EXERCISE INSTRUCTIONS
Copies of all lines containing the string "Answer" are needed from the data below.

[Stored data entries]
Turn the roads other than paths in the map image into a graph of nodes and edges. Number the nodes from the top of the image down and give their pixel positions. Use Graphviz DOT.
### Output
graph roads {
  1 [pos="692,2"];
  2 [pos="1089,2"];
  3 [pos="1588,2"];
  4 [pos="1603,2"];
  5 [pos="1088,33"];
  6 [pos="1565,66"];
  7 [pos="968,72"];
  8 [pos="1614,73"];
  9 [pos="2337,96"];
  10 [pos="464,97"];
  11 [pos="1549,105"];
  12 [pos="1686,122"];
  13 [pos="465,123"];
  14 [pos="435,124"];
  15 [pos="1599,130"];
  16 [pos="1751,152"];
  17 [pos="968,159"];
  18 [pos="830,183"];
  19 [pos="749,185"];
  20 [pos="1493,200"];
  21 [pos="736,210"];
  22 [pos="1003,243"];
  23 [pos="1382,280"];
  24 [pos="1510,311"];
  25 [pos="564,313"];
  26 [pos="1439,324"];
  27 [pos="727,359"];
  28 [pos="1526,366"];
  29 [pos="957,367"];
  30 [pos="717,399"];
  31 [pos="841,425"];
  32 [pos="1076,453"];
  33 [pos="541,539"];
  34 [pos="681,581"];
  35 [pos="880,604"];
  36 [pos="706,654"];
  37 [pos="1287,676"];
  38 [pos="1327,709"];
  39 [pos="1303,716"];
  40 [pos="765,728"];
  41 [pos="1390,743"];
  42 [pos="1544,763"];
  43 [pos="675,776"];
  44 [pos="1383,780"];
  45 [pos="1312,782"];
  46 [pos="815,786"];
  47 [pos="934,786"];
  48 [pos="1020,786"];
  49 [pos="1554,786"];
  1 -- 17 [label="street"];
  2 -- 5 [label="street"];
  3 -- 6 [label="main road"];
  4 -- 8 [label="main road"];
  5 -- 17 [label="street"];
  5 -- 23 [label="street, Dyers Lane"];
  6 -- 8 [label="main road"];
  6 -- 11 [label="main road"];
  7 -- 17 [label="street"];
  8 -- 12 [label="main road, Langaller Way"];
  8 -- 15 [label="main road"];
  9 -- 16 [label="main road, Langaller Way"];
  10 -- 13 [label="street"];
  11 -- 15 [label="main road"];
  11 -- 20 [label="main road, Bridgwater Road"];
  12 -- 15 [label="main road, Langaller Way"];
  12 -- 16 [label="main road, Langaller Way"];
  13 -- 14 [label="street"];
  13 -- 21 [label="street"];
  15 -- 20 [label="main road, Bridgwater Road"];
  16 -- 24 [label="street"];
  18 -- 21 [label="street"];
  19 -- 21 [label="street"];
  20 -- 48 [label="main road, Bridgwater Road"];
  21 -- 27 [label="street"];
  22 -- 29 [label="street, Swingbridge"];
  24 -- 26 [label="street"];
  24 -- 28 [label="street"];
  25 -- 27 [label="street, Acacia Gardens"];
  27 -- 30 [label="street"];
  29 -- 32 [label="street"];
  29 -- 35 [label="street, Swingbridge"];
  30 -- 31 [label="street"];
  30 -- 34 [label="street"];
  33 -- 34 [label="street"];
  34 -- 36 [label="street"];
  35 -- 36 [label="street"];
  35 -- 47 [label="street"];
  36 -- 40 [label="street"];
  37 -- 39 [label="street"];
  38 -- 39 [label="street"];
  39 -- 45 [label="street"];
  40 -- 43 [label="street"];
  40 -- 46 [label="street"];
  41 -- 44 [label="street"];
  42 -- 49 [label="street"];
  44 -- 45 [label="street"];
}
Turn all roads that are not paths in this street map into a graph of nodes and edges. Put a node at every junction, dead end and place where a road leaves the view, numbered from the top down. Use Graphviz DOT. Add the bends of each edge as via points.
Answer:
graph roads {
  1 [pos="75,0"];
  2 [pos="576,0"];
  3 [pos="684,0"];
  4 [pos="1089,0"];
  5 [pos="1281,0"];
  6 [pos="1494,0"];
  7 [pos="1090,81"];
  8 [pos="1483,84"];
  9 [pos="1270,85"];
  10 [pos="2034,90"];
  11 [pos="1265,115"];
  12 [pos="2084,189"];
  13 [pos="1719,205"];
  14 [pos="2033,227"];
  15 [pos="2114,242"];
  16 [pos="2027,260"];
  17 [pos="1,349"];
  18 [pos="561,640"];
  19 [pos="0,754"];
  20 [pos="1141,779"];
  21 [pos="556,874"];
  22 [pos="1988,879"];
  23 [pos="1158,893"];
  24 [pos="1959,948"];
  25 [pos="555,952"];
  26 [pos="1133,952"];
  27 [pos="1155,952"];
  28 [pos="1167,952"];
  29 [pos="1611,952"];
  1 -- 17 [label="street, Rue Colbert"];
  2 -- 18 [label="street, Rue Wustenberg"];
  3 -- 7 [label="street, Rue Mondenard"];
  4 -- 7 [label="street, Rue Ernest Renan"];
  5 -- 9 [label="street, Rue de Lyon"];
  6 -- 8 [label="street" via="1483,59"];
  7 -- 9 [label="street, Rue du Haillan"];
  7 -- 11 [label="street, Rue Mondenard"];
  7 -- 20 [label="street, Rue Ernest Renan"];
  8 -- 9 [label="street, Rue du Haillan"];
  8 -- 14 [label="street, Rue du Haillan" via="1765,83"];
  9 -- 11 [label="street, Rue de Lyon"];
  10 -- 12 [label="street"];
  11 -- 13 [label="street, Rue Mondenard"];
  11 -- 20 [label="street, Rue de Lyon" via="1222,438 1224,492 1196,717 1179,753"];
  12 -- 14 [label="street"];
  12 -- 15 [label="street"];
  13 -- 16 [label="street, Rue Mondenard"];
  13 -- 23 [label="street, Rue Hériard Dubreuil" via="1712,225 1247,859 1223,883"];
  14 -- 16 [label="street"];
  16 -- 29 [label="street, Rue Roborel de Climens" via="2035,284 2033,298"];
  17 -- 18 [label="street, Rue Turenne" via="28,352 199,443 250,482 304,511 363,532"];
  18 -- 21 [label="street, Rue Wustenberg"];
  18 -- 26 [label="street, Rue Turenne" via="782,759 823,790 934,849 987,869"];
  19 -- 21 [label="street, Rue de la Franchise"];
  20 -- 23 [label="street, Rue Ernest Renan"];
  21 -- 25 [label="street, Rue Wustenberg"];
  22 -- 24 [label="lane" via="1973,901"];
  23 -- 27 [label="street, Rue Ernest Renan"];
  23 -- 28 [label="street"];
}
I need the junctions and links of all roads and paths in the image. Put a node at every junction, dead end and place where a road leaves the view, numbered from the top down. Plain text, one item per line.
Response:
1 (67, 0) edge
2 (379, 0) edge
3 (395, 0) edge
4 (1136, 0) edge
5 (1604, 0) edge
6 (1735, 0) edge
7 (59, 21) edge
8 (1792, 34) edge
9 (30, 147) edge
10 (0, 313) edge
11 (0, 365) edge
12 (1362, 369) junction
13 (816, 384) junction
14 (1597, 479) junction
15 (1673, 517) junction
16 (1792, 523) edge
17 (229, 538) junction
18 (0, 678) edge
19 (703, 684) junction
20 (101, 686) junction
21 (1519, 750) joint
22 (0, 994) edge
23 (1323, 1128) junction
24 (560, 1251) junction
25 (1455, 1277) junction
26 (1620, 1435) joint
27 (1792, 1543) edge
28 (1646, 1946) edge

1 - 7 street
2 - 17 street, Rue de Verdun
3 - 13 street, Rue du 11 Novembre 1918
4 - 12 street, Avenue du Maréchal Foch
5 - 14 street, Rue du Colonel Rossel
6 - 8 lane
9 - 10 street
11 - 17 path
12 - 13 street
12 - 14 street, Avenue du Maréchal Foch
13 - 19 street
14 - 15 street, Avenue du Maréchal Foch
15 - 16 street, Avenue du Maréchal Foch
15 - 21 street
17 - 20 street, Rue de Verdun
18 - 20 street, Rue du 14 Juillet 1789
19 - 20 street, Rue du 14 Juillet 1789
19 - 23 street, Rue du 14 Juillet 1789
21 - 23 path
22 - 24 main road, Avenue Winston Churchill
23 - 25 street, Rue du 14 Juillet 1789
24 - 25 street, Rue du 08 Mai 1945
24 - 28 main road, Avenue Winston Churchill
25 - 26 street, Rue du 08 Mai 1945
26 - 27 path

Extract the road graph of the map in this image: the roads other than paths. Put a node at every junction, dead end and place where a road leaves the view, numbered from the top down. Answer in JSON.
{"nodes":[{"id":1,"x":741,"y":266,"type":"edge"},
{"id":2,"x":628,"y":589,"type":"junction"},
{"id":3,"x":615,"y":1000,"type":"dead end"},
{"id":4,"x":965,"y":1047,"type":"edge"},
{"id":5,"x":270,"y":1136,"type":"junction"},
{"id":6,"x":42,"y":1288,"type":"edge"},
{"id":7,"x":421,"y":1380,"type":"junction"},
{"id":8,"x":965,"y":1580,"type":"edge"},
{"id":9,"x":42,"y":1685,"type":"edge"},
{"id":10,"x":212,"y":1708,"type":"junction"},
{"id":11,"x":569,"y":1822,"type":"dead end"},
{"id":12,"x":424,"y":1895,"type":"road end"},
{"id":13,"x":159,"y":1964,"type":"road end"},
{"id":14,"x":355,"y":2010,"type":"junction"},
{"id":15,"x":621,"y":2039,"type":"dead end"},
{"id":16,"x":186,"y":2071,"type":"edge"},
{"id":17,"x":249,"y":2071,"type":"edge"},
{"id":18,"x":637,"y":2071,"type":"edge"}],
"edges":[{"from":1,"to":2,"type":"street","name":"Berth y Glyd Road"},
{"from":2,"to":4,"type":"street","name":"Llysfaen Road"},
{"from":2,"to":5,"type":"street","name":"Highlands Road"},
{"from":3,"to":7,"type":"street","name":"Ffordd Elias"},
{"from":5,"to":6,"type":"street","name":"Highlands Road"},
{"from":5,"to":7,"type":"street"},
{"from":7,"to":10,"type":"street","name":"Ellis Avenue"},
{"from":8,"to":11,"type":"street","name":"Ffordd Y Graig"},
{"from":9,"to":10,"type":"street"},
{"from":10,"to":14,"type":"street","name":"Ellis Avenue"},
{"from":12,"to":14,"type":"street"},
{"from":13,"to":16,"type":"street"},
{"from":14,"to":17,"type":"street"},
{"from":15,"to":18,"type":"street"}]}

TASK OUTPUT
Answer:
Extract the road graph of the map in this image: the roads other than paths. Put a node at every junction, dead end and place where a road leaves the view, numbered from the top down. Answer in JSON.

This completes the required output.